Callbacks add complexity for the common case. If a non-POSIX host (e.g., browser JS) needs custom effects, it can use the Layer 1 inspection primitives to build a ~50-line shim without reimplementing the scheduler. We can add `arb_run_io_with_callbacks` later if demand exists.
### Why not implement in every host language?
The Haskell `IODriver` is subtle: frame stack unwinding, async lifecycle, deadlock detection, path canonicalization, error code protocol. Bugs in any reimplementation would fracture the language ecosystem. A shared native driver is the only maintainable answer.
## Risks and Open Questions
1. **Fuel exhaustion during IO loops**`arb_run_io` internally calls `reduce.reduce` with a fuel parameter. Should it accept a total fuel budget, or reset fuel per reduction step? The Haskell side has no fuel limit; we may want `arb_run_io_unlimited` and `arb_run_io_fueled` variants.

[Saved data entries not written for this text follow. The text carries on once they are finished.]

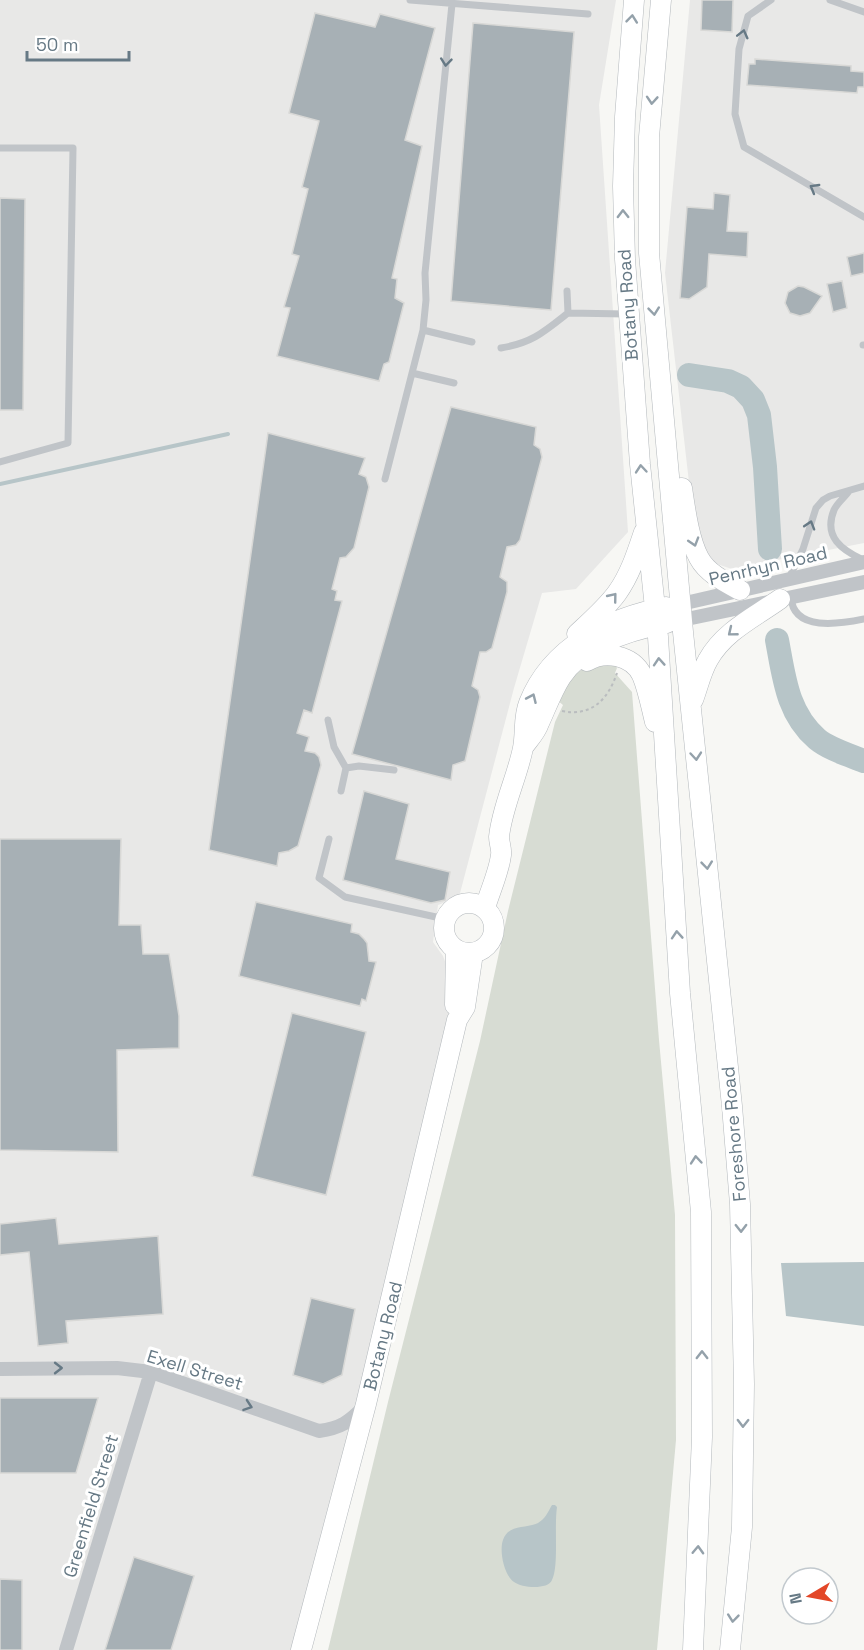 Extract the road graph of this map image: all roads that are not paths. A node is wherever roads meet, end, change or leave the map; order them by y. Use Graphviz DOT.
graph roads {
  1 [pos="410,0"];
  2 [pos="634,0"];
  3 [pos="661,0"];
  4 [pos="771,0"];
  5 [pos="830,0"];
  6 [pos="452,4"];
  7 [pos="864,12"];
  8 [pos="588,14"];
  9 [pos="0,148"];
  10 [pos="864,218"];
  11 [pos="567,291"];
  12 [pos="568,313"];
  13 [pos="628,314"];
  14 [pos="423,330"];
  15 [pos="472,342"];
  16 [pos="501,348"];
  17 [pos="412,373"];
  18 [pos="454,383"];
  19 [pos="663,403"];
  20 [pos="0,462"];
  21 [pos="385,479"];
  22 [pos="864,486"];
  23 [pos="849,491"];
  24 [pos="646,527"];
  25 [pos="864,561"];
  26 [pos="789,578"];
  27 [pos="864,582"];
  28 [pos="740,590"];
  29 [pos="786,598"];
  30 [pos="681,612"];
  31 [pos="656,617"];
  32 [pos="864,619"];
  33 [pos="560,656"];
  34 [pos="549,701"];
  35 [pos="691,706"];
  36 [pos="328,720"];
  37 [pos="524,747"];
  38 [pos="666,762"];
  39 [pos="345,768"];
  40 [pos="394,770"];
  41 [pos="341,791"];
  42 [pos="329,839"];
  43 [pos="477,905"];
  44 [pos="446,919"];
  45 [pos="464,952"];
  46 [pos="0,1368"];
  47 [pos="151,1372"];
  48 [pos="366,1404"];
  49 [pos="66,1650"];
  50 [pos="301,1650"];
  51 [pos="693,1650"];
  52 [pos="730,1650"];
  1 -- 6 [label="lane"];
  13 -- 2 [label="main road, Botany Road, one-way"];
  3 -- 19 [label="main road, Botany Road, one-way"];
  10 -- 4 [label="lane, one-way"];
  5 -- 7 [label="lane"];
  6 -- 8 [label="lane"];
  6 -- 14 [label="lane, one-way"];
  9 -- 20 [label="lane"];
  11 -- 12 [label="lane"];
  12 -- 13 [label="lane"];
  12 -- 16 [label="lane"];
  24 -- 13 [label="main road, Botany Road, one-way"];
  14 -- 15 [label="lane"];
  14 -- 17 [label="lane"];
  17 -- 18 [label="lane"];
  17 -- 21 [label="lane"];
  19 -- 28 [label="main road, one-way"];
  19 -- 30 [label="main road, Botany Road"];
  22 -- 23 [label="lane"];
  23 -- 25 [label="lane"];
  26 -- 23 [label="lane, one-way"];
  24 -- 31 [label="main road, Botany Road"];
  33 -- 24 [label="main road, one-way"];
  25 -- 26 [label="street, Penrhyn Road"];
  26 -- 28 [label="street, Penrhyn Road"];
  27 -- 29 [label="street, Penrhyn Road"];
  28 -- 30 [label="street, Penrhyn Road"];
  29 -- 30 [label="street, Penrhyn Road"];
  29 -- 32 [label="lane"];
  29 -- 35 [label="main road, one-way"];
  30 -- 31 [label="main road"];
  30 -- 35 [label="main road, Foreshore Road"];
  31 -- 33 [label="main road"];
  31 -- 34 [label="main road"];
  38 -- 31 [label="main road, one-way"];
  37 -- 33 [label="main road, one-way"];
  34 -- 37 [label="main road"];
  34 -- 38 [label="main road"];
  35 -- 52 [label="main road, Foreshore Road, one-way"];
  36 -- 39 [label="lane"];
  37 -- 43 [label="main road"];
  51 -- 38 [label="main road, one-way"];
  39 -- 40 [label="lane"];
  39 -- 41 [label="lane"];
  42 -- 44 [label="lane"];
  43 -- 44 [label="main road"];
  43 -- 45 [label="main road"];
  44 -- 45 [label="main road"];
  45 -- 48 [label="main road, Botany Road"];
  46 -- 47 [label="street, Exell Street, one-way"];
  47 -- 48 [label="street, Exell Street, one-way"];
  47 -- 49 [label="street, Greenfield Street"];
  48 -- 50 [label="main road, Botany Road"];
}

2. **State threading** — The Haskell driver threads an environment and mutable state tree through the runtime. These are opaque `T` values manipulated by tricu code. The Zig driver must preserve them exactly across scheduler switches.
3. **Binary vs text I/O**`readFile` currently returns bytes (via `ofBytes` / `toString` in Haskell). The Zig driver must match the encoding exactly so that tricu code sees the same values in both hosts.
4. **Error parity** — Every error code (199) and its corresponding tree shape must match Haskell exactly. Divergence here breaks cross-host compatibility.
## Success Criteria
- `tricu-zig --io demos/interactionTrees/greet.tri` prints `Hello, tricu` in <10ms.
- `tricu-zig --io --unsafe-io demos/interactionTrees/writeThenRead.tri` writes and reads back a temp file correctly.
- `tricu-zig --io --unsafe-io demos/interactionTrees/forkAwait.tri` completes with correct async results.
- Python FFI can call `arb_run_io` and observe stdout from a tricu program.
- No regression in pure-reduction benchmarks (native path still ~0.005s for `id`).